Michael E. Lowe and Jacqueline E. Flowers-Lowe; Case No. 05-14936 (Nugent)
(December 24, 2007)
Larry E. LeTourneau and Donna M. LeTourneu; Case No. 05-15333 (Nugent) (December
24, 2007)
Patricia A. Little; Case No. 05-15334; (Nugent) (December 24, 2007)
Ricky A. Murphy and Denice L Murphy; Case No. 05-15728(Nugent) (December
24, 2007)
Cynthia My Nguyen; 05-16484; (Nugent) (December 24, 2007)
Forest Earl Denton and Germaine Ann Denton; 05-16951 (Nugent) (December 24,
2007)
Marc William Dittmar; Case No. 05-17094; (Nugent) (December 24, 2007)
John Earl Hulse; Case No. 05-17430; (Nugent) (December 24, 2007)
MEMORANDUM OPINION
Facts:
This matter was before the Court on debtors’ motion for summary judgment
and Chapter 7 Trustee Linda Parks’ motions for summary judgment on
the Chapter 7 Trustees’ motions for turnover of cash and stock distributions
received by debtors through their employment. The Debtors were former employees
of The Boeing Company who became employees of Spirit AeroSystems, Inc. on
June 17, 2005, the date Spirit acquired Boeing’s commercial aircraft
operations in Wichita, Kansas. At the time of the sale, debtors were represented
by either the International Association of Machinists and Aerospace Workers
(“IAM”) or the International Brotherhood of Electrical Workers
(“IBEW”) The Unions ratified a collective bargaining agreement
with Spirit. A provision contained in the CBA provided for certain employees
to be eligible to receive cash and stock distributions under an anticipated
Equity Participation Program upon the occurrence of specified events. Spirit
issued those cash and stock distributions in December 2006 and March 2007,
respectively, after an Initial Public Offering occurred.
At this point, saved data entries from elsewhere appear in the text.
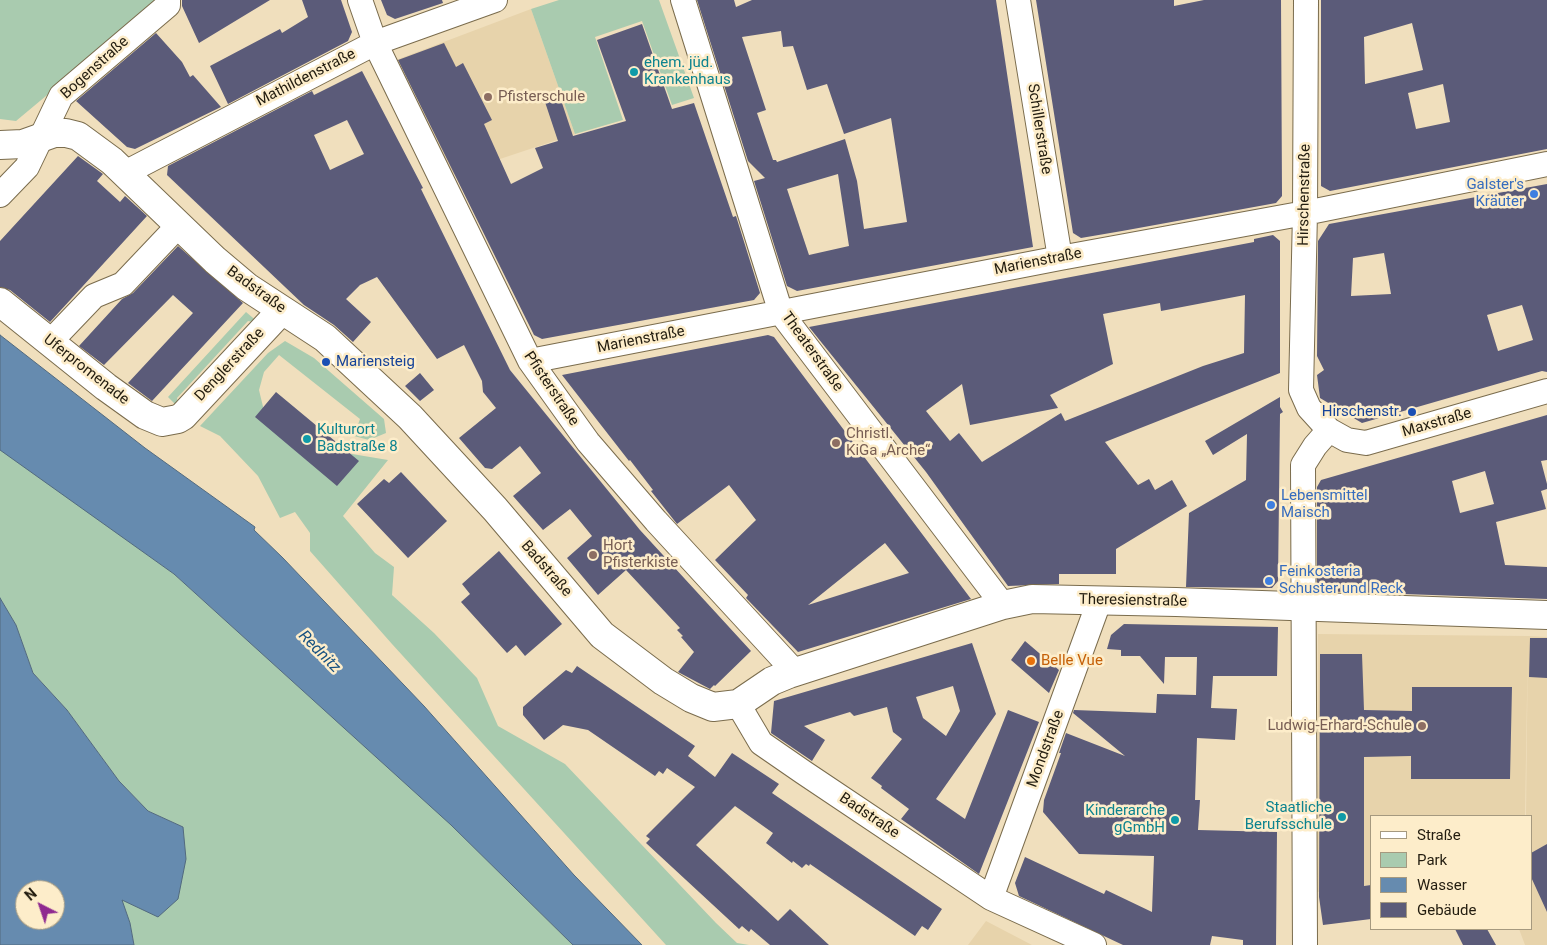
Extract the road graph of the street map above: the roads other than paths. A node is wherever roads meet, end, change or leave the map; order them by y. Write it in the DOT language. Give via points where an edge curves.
graph roads {
  1 [pos="168,0"];
  2 [pos="360,0"];
  3 [pos="495,0"];
  4 [pos="683,0"];
  5 [pos="1018,0"];
  6 [pos="1306,0"];
  7 [pos="375,43"];
  8 [pos="40,138"];
  9 [pos="0,145"];
  10 [pos="1547,164"];
  11 [pos="125,173"];
  12 [pos="0,196"];
  13 [pos="1305,214"];
  14 [pos="178,226"];
  15 [pos="1060,258"];
  16 [pos="0,302"];
  17 [pos="282,310"];
  18 [pos="781,312"];
  19 [pos="50,342"];
  20 [pos="530,361"];
  21 [pos="1301,390"];
  22 [pos="1547,391"];
  23 [pos="178,419"];
  24 [pos="1329,430"];
  25 [pos="1100,599"];
  26 [pos="1003,605"];
  27 [pos="1304,606"];
  28 [pos="1547,615"];
  29 [pos="795,672"];
  30 [pos="738,704"];
  31 [pos="991,898"];
  32 [pos="1094,945"];
  33 [pos="1305,945"];
  1 -- 8 [label="street, Bogenstraße" via="168,5 61,96"];
  2 -- 7 [label="street, Pfisterstraße"];
  3 -- 7 [label="street, Mathildenstraße"];
  4 -- 18 [label="street, Theaterstraße"];
  5 -- 15 [label="street, Schillerstraße"];
  6 -- 13 [label="street, Hirschenstraße"];
  7 -- 11 [label="street, Mathildenstraße"];
  7 -- 20 [label="street, Pfisterstraße"];
  8 -- 9 [label="street, Badstraße" via="23,144"];
  8 -- 11 [label="street, Badstraße" via="54,132 78,136"];
  8 -- 12 [label="street, Bogenstraße" via="27,167"];
  10 -- 13 [label="street, Marienstraße"];
  11 -- 14 [label="street, Badstraße"];
  13 -- 15 [label="street, Marienstraße"];
  13 -- 21 [label="street, Hirschenstraße"];
  14 -- 17 [label="street, Badstraße" via="247,287"];
  14 -- 19 [label="street" via="123,284 94,296"];
  15 -- 18 [label="street, Marienstraße"];
  16 -- 19 [label="street, Uferpromenade"];
  17 -- 23 [label="street, Denglerstraße"];
  17 -- 30 [label="street, Badstraße" via="325,338 410,417 608,640 691,698 713,707"];
  18 -- 20 [label="street, Marienstraße"];
  18 -- 26 [label="street, Theaterstraße"];
  19 -- 23 [label="street, Uferpromenade" via="145,415 162,422"];
  20 -- 29 [label="street, Pfisterstraße" via="588,442 637,500"];
  21 -- 24 [label="street, Maxstraße" via="1309,408"];
  22 -- 24 [label="street, Maxstraße" via="1366,443 1347,440"];
  24 -- 27 [label="street" via="1303,465"];
  25 -- 26 [label="street, Theresienstraße" via="1032,599"];
  25 -- 27 [label="street, Theresienstraße"];
  25 -- 31 [label="street, Mondstraße"];
  26 -- 29 [label="street, Theresienstraße"];
  27 -- 28 [label="street, Theresienstraße"];
  27 -- 33 [label="street"];
  29 -- 30 [label="street, Theresienstraße" via="772,680"];
  30 -- 31 [label="street, Badstraße" via="761,743"];
  31 -- 32 [label="street, Badstraße"];
}
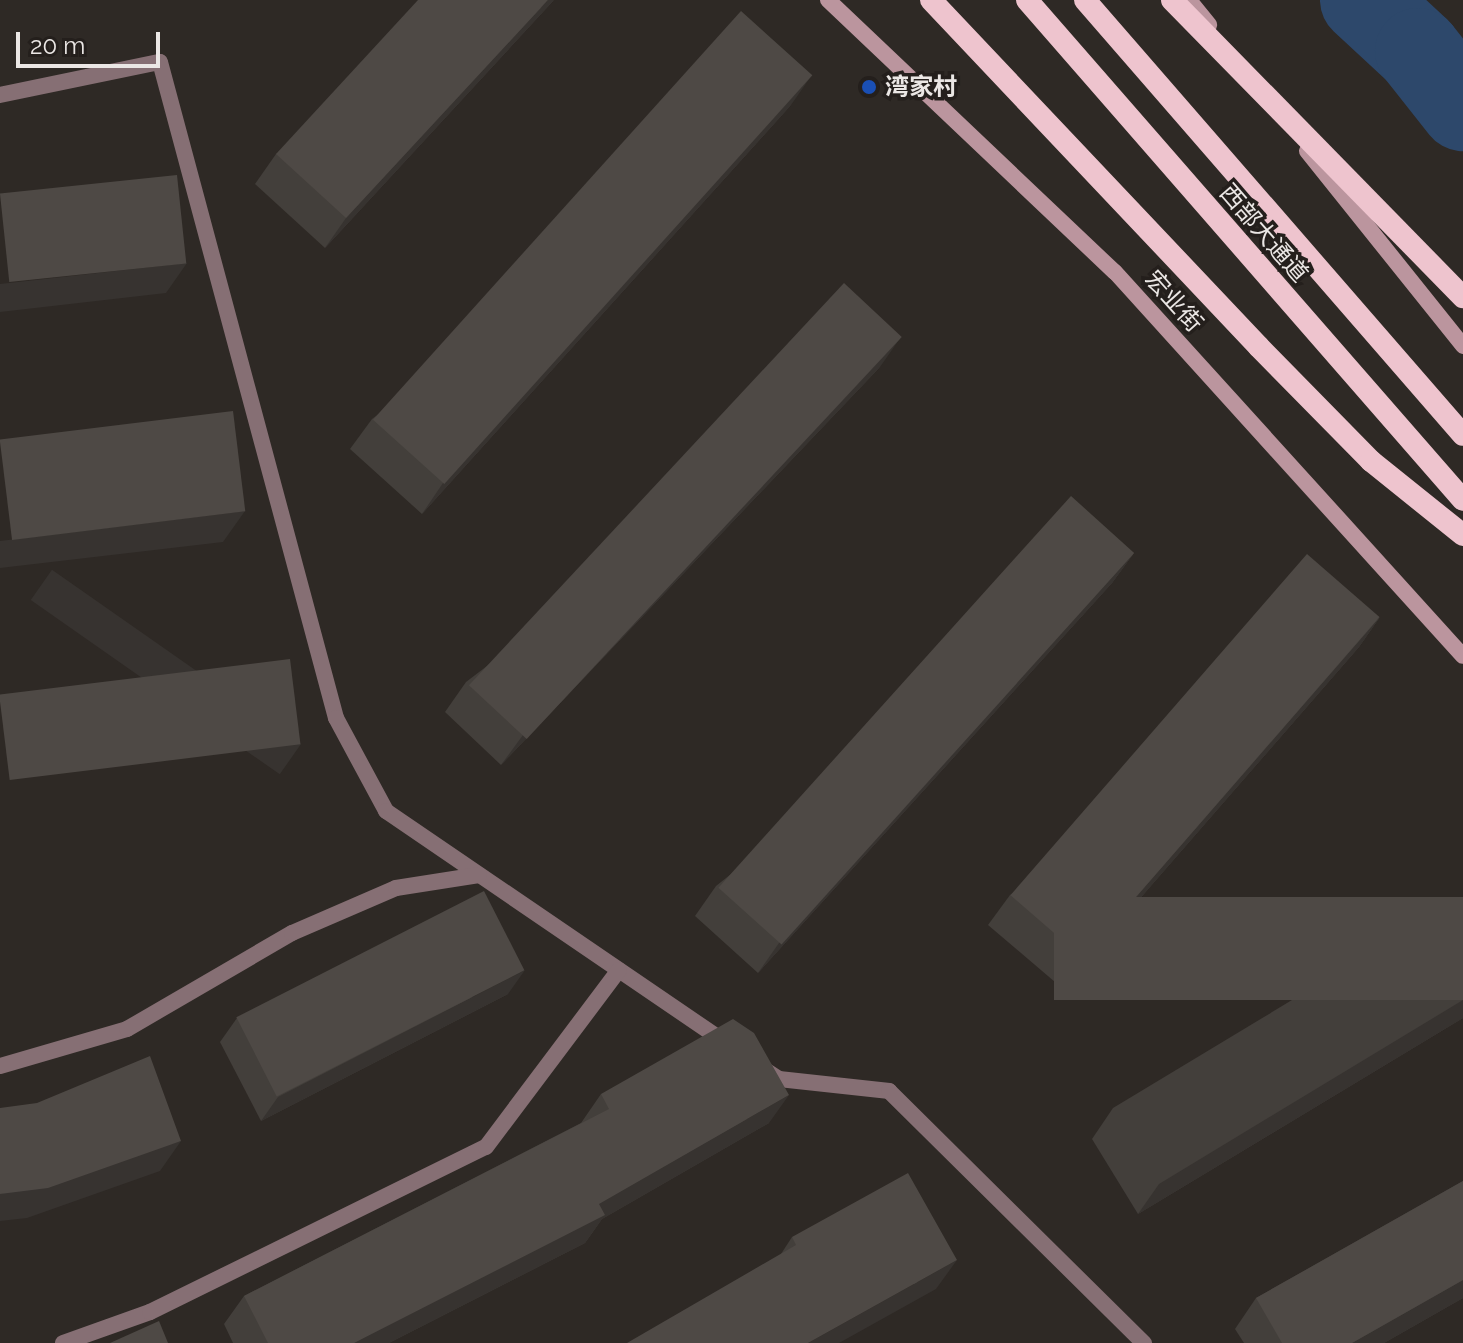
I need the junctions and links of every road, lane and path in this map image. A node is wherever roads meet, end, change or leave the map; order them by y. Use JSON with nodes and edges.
{"nodes":[{"id":1,"x":828,"y":0,"type":"edge"},
{"id":2,"x":931,"y":0,"type":"edge"},
{"id":3,"x":1027,"y":0,"type":"edge"},
{"id":4,"x":1085,"y":0,"type":"edge"},
{"id":5,"x":1172,"y":0,"type":"edge"},
{"id":6,"x":1189,"y":0,"type":"edge"},
{"id":7,"x":0,"y":95,"type":"edge"},
{"id":8,"x":1463,"y":297,"type":"edge"},
{"id":9,"x":1463,"y":346,"type":"edge"},
{"id":10,"x":1463,"y":435,"type":"edge"},
{"id":11,"x":1463,"y":500,"type":"edge"},
{"id":12,"x":1463,"y":535,"type":"edge"},
{"id":13,"x":1463,"y":656,"type":"edge"},
{"id":14,"x":479,"y":875,"type":"junction"},
{"id":15,"x":619,"y":970,"type":"junction"},
{"id":16,"x":0,"y":1066,"type":"edge"},
{"id":17,"x":150,"y":1312,"type":"junction"},
{"id":18,"x":160,"y":1333,"type":"edge"},
{"id":19,"x":63,"y":1343,"type":"edge"},
{"id":20,"x":1144,"y":1343,"type":"edge"}],
"edges":[{"from":1,"to":13,"type":"main road","name":"宏业街"},
{"from":2,"to":12,"type":"highway"},
{"from":3,"to":11,"type":"highway","name":"西部大通道"},
{"from":4,"to":10,"type":"highway","name":"西部大通道"},
{"from":5,"to":8,"type":"highway","bridge":true},
{"from":6,"to":9,"type":"main road"},
{"from":7,"to":14,"type":"street"},
{"from":14,"to":15,"type":"street"},
{"from":14,"to":16,"type":"street"},
{"from":15,"to":17,"type":"street"},
{"from":15,"to":20,"type":"street"},
{"from":17,"to":18,"type":"street"},
{"from":17,"to":19,"type":"street"}]}
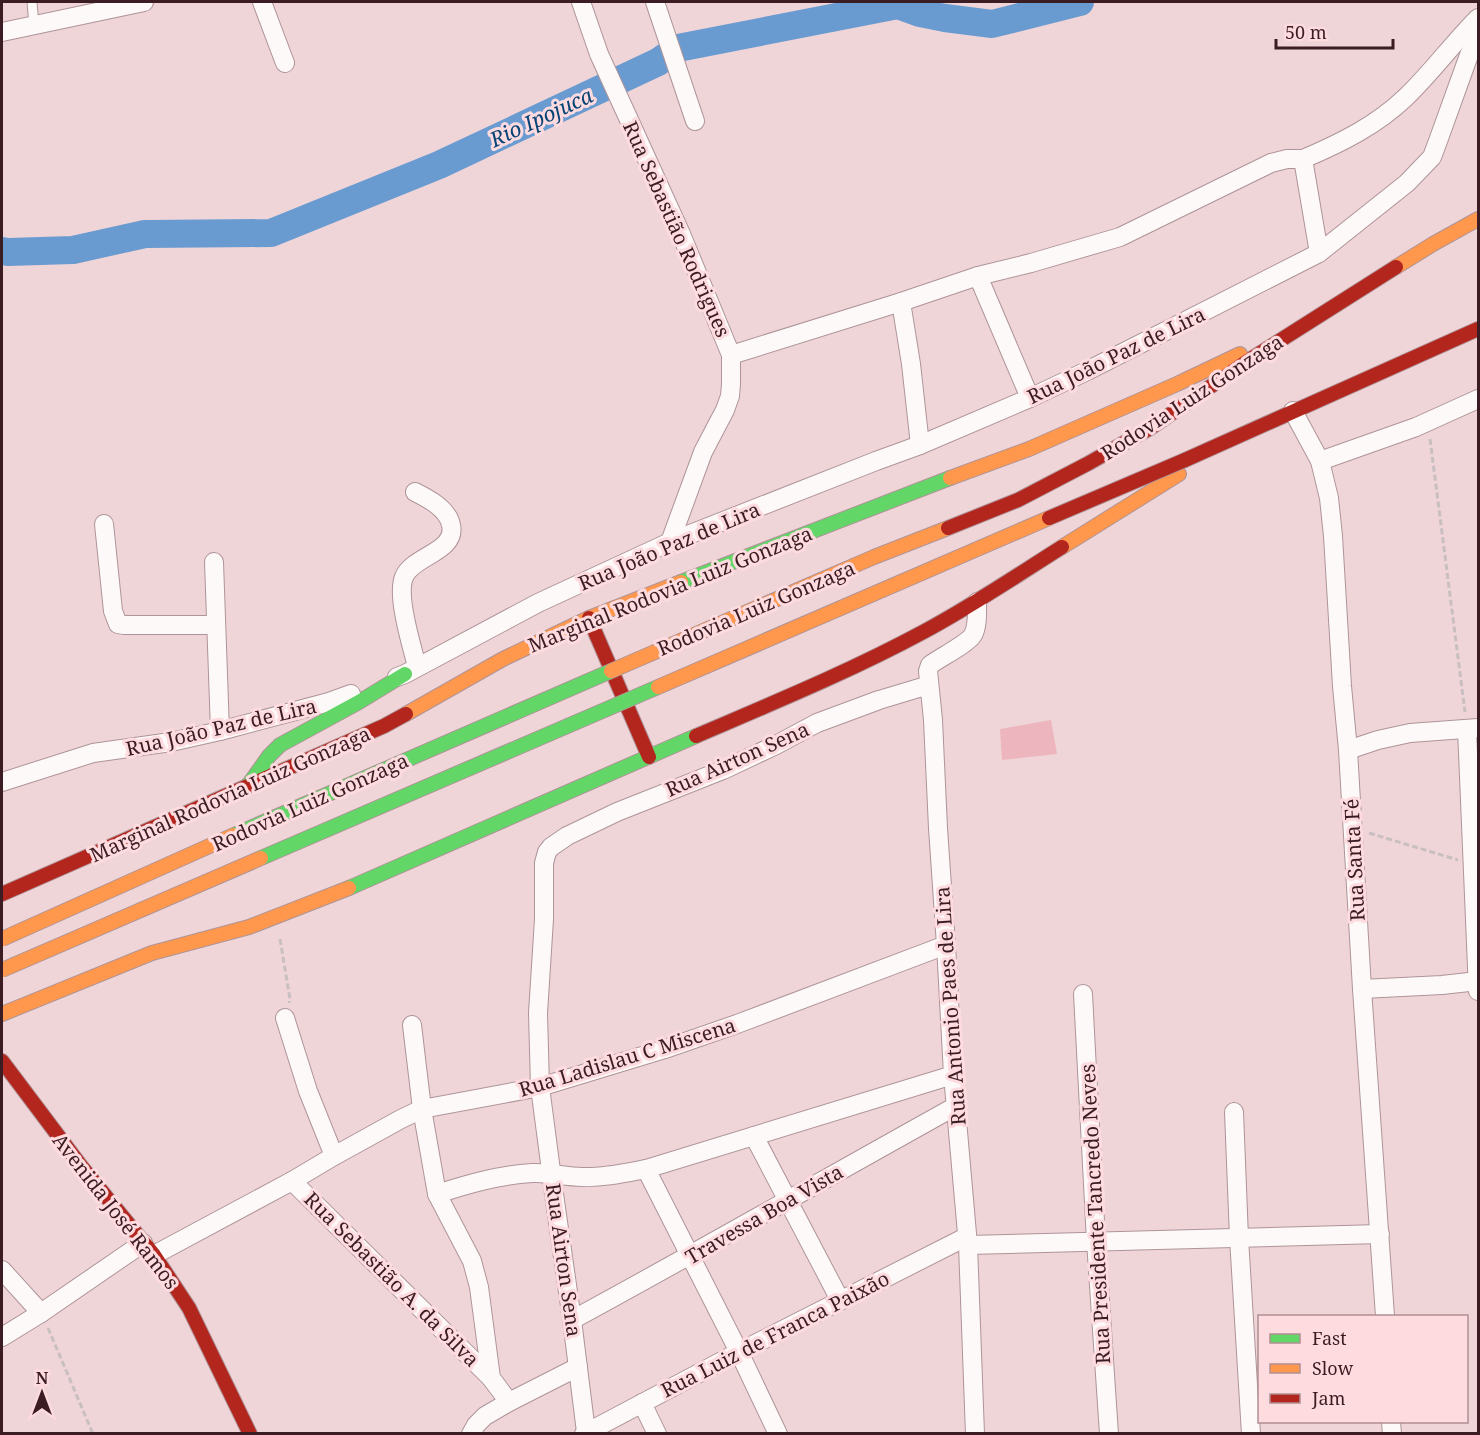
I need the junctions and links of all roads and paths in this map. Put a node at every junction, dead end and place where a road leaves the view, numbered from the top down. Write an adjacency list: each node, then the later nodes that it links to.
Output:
1 (32, 2): 7 (lane)
2 (144, 2): 7 (street)
3 (262, 2): 10 (street)
4 (581, 2): 19 (street, Rua Sebastião Rodrigues)
5 (655, 2): 11 (street)
6 (1479, 18): 12 (street, Rua Sebastião Rodrigues)
7 (34, 25): 8 (street)
8 (2, 32)
9 (1479, 38): 14 (street, Rua João Paz de Lira)
10 (285, 63)
11 (695, 121)
12 (1303, 159): 14 (street); 15 (street, Rua Sebastião Rodrigues)
13 (1479, 219): 17 (main road, Rodovia Luiz Gonzaga)
14 (1319, 253): 20 (street, Rua João Paz de Lira)
15 (978, 276): 16 (street, Rua Sebastião Rodrigues); 20 (street)
16 (901, 302): 19 (street, Rua Sebastião Rodrigues); 25 (street)
17 (1315, 318): 31 (main road, Marginal Rodovia Luiz Gonzaga); 46 (main road, Rodovia Luiz Gonzaga, bridge)
18 (1479, 329): 22 (main road, Rodovia Luiz Gonzaga)
19 (731, 355): 29 (street, Rua Sebastião Rodrigues)
20 (1030, 398): 25 (street, Rua João Paz de Lira)
21 (1479, 399): 23 (street)
22 (1293, 411): 24 (main road, Rodovia Luiz Gonzaga); 26 (street, Rua Santa Fé)
23 (1428, 422): 26 (street); 36 (path)
24 (1241, 436): 32 (main road); 48 (main road, Rodovia Luiz Gonzaga, bridge)
25 (920, 445): 29 (street, Rua João Paz de Lira)
26 (1320, 461): 38 (street, Rua Santa Fé)
27 (415, 492): 34 (street)
28 (104, 524): 33 (street)
29 (670, 542): 31 (street, Rua João Paz de Lira)
30 (214, 562): 33 (street)
31 (581, 602): 34 (street, Rua João Paz de Lira); 39 (main road); 41 (main road, Marginal Rodovia Luiz Gonzaga)
32 (977, 602): 35 (street, Rua Antonio Paes de Lira); 39 (main road)
33 (216, 625): 37 (street)
34 (411, 671): 37 (street, Rua João Paz de Lira); 41 (main road)
35 (929, 685): 47 (street, Rua Antonio Paes de Lira); 58 (street, Rua Airton Sena)
36 (1473, 729): 38 (street); 43 (street)
37 (220, 731): 40 (street, Rua João Paz de Lira)
38 (1348, 750): 42 (street, Rua Santa Fé)
39 (649, 757): 45 (main road)
40 (2, 782)
41 (247, 788): 44 (main road, Marginal Rodovia Luiz Gonzaga)
42 (1352, 825): 43 (path); 50 (street, Rua Santa Fé)
43 (1473, 865): 49 (street)
44 (2, 894)
45 (276, 916): 53 (main road); 54 (path)
46 (2, 939)
47 (946, 945): 57 (street, Rua Antonio Paes de Lira); 58 (street, Rua Ladislau C Miscena)
48 (2, 970)
49 (1478, 981): 50 (street); 51 (street)
50 (1362, 989): 69 (street, Rua Santa Fé)
51 (1479, 991)
52 (1083, 994): 72 (street, Rua Presidente Tancredo Neves)
53 (2, 1014)
54 (285, 1018): 63 (street)
55 (412, 1025): 60 (street)
56 (2, 1061): 73 (main road, Avenida José Ramos)
57 (953, 1075): 59 (street, Rua Antonio Paes de Lira); 62 (street)
58 (540, 1087): 60 (street, Rua Ladislau C Miscena); 65 (street, Rua Airton Sena)
59 (956, 1106): 68 (street, Travessa Boa Vista); 71 (street, Rua Antonio Paes de Lira)
60 (422, 1109): 63 (street, Rua Ladislau C Miscena); 67 (street)
61 (1234, 1112): 70 (street)
62 (754, 1136): 64 (street); 68 (street)
63 (334, 1156): 66 (street, Rua Ladislau C Miscena)
64 (646, 1169): 65 (street); 74 (street)
65 (552, 1173): 67 (street); 79 (street, Rua Airton Sena)
66 (292, 1181): 73 (street, Rua Ladislau C Miscena); 83 (street, Rua Sebastião A. da Silva)
67 (437, 1194): 83 (street)
68 (788, 1199): 74 (street, Travessa Boa Vista); 76 (street)
69 (1380, 1234): 70 (street, Rua Luiz de Franca Paixão); 78 (street, Rua Santa Fé)
70 (1239, 1238): 72 (street, Rua Luiz de Franca Paixão); 94 (street)
71 (967, 1241): 72 (street, Rua Luiz de Franca Paixão); 76 (street, Rua Luiz de Franca Paixão); 92 (street, Rua Antonio Paes de Lira)
72 (1096, 1241): 93 (street, Rua Presidente Tancredo Neves)
73 (148, 1249): 77 (street, Rua Ladislau C Miscena); 88 (main road, Avenida José Ramos)
74 (690, 1256): 79 (street, Travessa Boa Vista); 81 (street)
75 (2, 1270): 77 (street)
76 (840, 1300): 81 (street, Rua Luiz de Franca Paixão)
77 (41, 1312): 80 (street, Rua Ladislau C Miscena); 87 (path)
78 (1385, 1315)
79 (572, 1320): 82 (street, Rua Airton Sena)
80 (2, 1337)
81 (739, 1352): 85 (street, Rua Luiz de Franca Paixão); 91 (street)
82 (578, 1367): 84 (street); 86 (street, Rua Airton Sena)
83 (491, 1378): 84 (street, Rua Sebastião A. da Silva)
84 (509, 1402): 89 (street)
85 (642, 1403): 86 (street, Rua Luiz de Franca Paixão); 90 (street)
86 (585, 1433)
87 (93, 1434)
88 (250, 1434)
89 (471, 1434)
90 (657, 1434)
91 (778, 1434)
92 (975, 1434)
93 (1109, 1434)
94 (1251, 1434)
The trustee filed a motion seeking to require the debtors’ to turnover
all distributions received from Spirit, contending that they were property
of the estate pursuant to 11 U.S.C. §541.
Holdings:
The question before the Court was whether the debtors had a legal or equitable
interest in the SARs on the date their petition was filed.
The Trustee argued
that the debtors had a contractual right to the Stock Appreciation Rights
(“SARs”) on the date that the CBA was ratified, which was
prior to all of the debtors’ bankruptcy filing. The debtors respond that
the SARs are not property of the estate because the Equity Participation Program
(“EPP”) was not established until October 27, 2006, after the debtors’ petition
dates. In the alternative, the debtors argued that the SARs were income and
exempt from the estate.
Pursuant to 11 U.S.C. §541(a), an estate is formed when a debtor files
for bankruptcy. The bankruptcy estate includes “all legal or equitable
interests of the Debtor in property as of the commencement of the case,” with
some limited exceptions. In order to be earmarked as property of the estate,
the debtors must have had an interest in the property “as of the commencement
of the case.” While each debtor has a different filing date, all debtors
filed their petitions after June 17, 2005, the date of the CBA.
The Court held that at the time of the debtors’ filed for bankruptcy,
their rights to the SARs were not established. The Court could not conclude
that these rights were “sufficiently rooted in the pre-bankruptcy past
and so little entangled with the bankrupts' ability to make an unencumbered
fresh start” and be regarded as property of the estate. The Court concluded
that the rights to the SARs were not property of the debtors’ estates.
The debtors’ motion for summary judgment was granted.